Do not correct MPEG layer III audio streams
Some MP3 codecs do not generate MP3 streams at exactly the same rate as specified in their audio format when 44.1KHz sampling rates are used -- this causes a small discrepancy in audio sync of around 0.5%. By default, VirtualDub recomputes the data rate and automatically corrects the audio header when MP3 compression is active. This option allows you to disable correction if it is causing problems, such as an MP3 stream being generated in a format that VirtualDub cannot parse correctly.
Directly decode YCbCr (YUV) sources
By default, VirtualDub will directly decode AVI video streams with uncompressed YCbCr formats that it recognizes, including UYVY, YUY2, YV16, YV12, I420, IYUV, Y41P, YVU9, Y8, and Y800, even if an external video codec would otherwise be used. This can result in better quality as VirtualDub uses bilinear interpolation when upsampling chroma. Disabling this option will disable YCbCr decode support and allow use of video codecs to handle such data.
Align large uncompressed frames to sector boundary
Some self-contained, professional-level hardware playback devices attain higher performance when working with AVIs that have video frames aligned to sector boundaries on the disk rather than the simple two-byte alignment required by AVI. Enabling this option causes sector alignment to be used, at the cost of slightly larger AVI files. The additional alignment is only in effect when a recognized uncompressed video format is used and the size of the video frame exceeds the specified threshold size.

Timeline page:

Timeline format
This option allows customization of the timestamp indicator on VirtualDub's main UI. Formatting specifiers — a percent sign followed by a letter — cause various pieces of information to be substituted into the given string.
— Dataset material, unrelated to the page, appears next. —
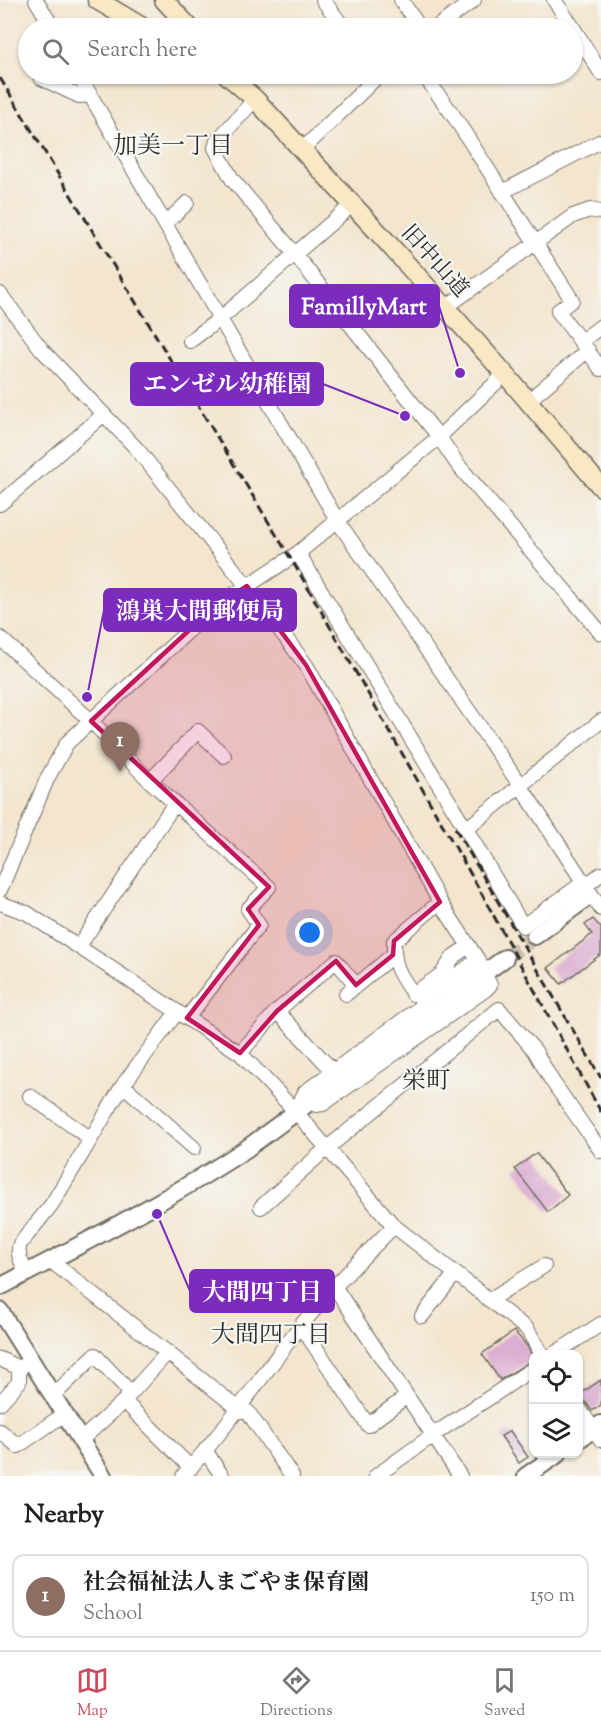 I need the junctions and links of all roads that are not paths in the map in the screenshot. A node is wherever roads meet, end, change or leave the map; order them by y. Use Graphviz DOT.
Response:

The permitted formatting specifiers are listed below the editable string.

Render options:

Confirm when abort button is pressed
When enabled, attempts to abort a preview or save operation will cause a confirmation dialog to be displayed before actually aborting.

Threading options:

Video compression threads
Controls the number of threads used for video compression; zero disables multithreaded video compression. See compression for more details.